WeinerGate, update #14

After days and days of dodging questions about whether the famous Twitter photo was a depiction of him, Congressman Anthony Weiner finally issued a firm denial that it was his weiner in the shot.  “Let me just clear the record,” Weiner stated.  “My staff has completed a thorough investigation of this matter, and has proof beyond any shadow of a doubt that the protruding member is not mine, nor anyone in my close circle.”weiner

Weiner refused to go on record with the specific evidence of proof, but inside sources say that the sizing was the critical determinant.  The source said there was a time in his life when he might have been that large, but his liberalness over past decades would have shrunk it by 30 to 40 percent.  Furthermore, his pathetic voting record on tough-minded spending cuts would have essentially drained all the testosterone from his body, which in turn, would have caused another 15 to 18% shrivelling.  Urological experts agree that there is no way such a flaming gutless liberal could generate or maintain that size.

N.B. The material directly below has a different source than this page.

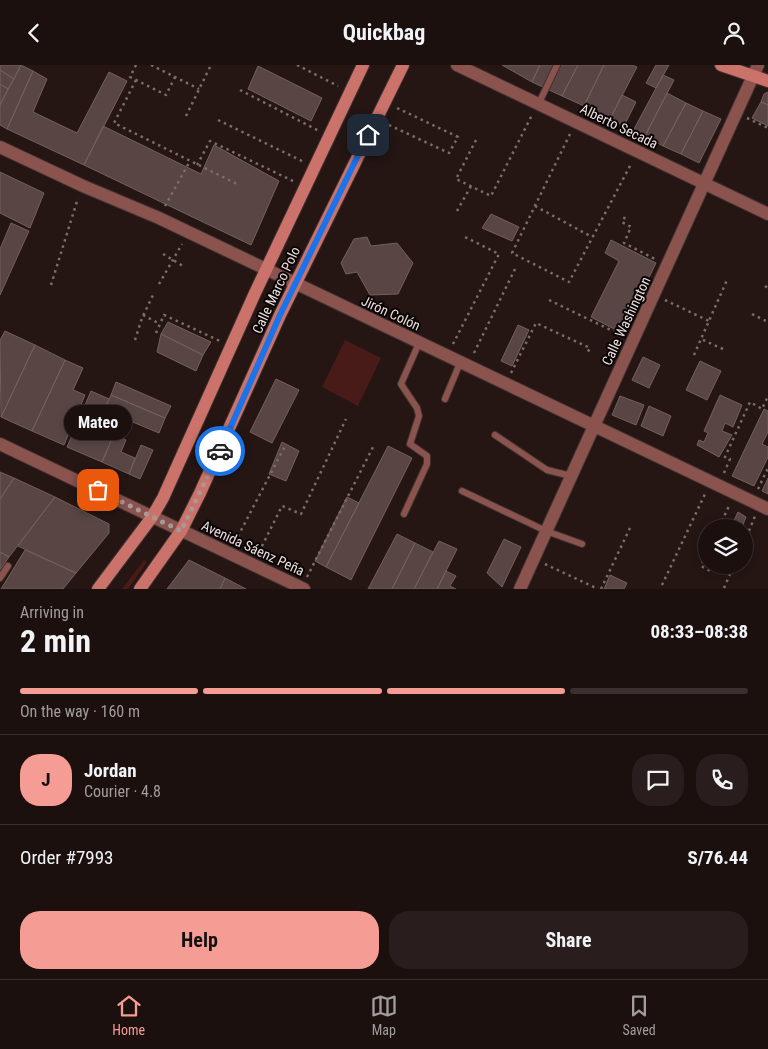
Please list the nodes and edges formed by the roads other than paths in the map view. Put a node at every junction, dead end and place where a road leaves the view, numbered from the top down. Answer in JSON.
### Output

Congressman Weiner continues to bristle at the jokes between the male member and his proud family surname, according to his chief of staff L. Richard Schwantz.  “He has been teased, ridiculed, jabbed, and made fun of since he was 7 years old,” Schwantz stated.  “He has endured the cackles, smirks, and spit-takes everytime his name is announced in public.  For a time in college, he tried to get everyone to pronounce with the German pronunciation “Veener”, but everyone just laughed and said, ‘Okay, Weiner Boy.'”

The congressman is expecting to be the butt of an additional round of Late Night talk show jokes with this new revelation and associated rumor of sizing deficiency.  The Main stream press, however, is expected to continue to go easy on him, since the vast majority of mainstream reporters have suffered from the same embarrassing shrinkage affliction.  Some reporters have allegedly gone as far as employing prosthetics in public appearances to disguise their issue, and are likely to be extremely sympathetic to the congressman in their ongoing coverage, and may even offer some campaigning advice.

In the meantime, the congressman has deep-sixed his Twitter account to prevent any copy-cat weiner shooters from hacking into his account.  He has also changed his Facebook user name from Weiner Face to New York Hosebag, supposedly a throwback to an old family name on his mother’s side.

 

Disclaimer:  all stories in Bizarreville are fiction, even the ones you would swear must be real.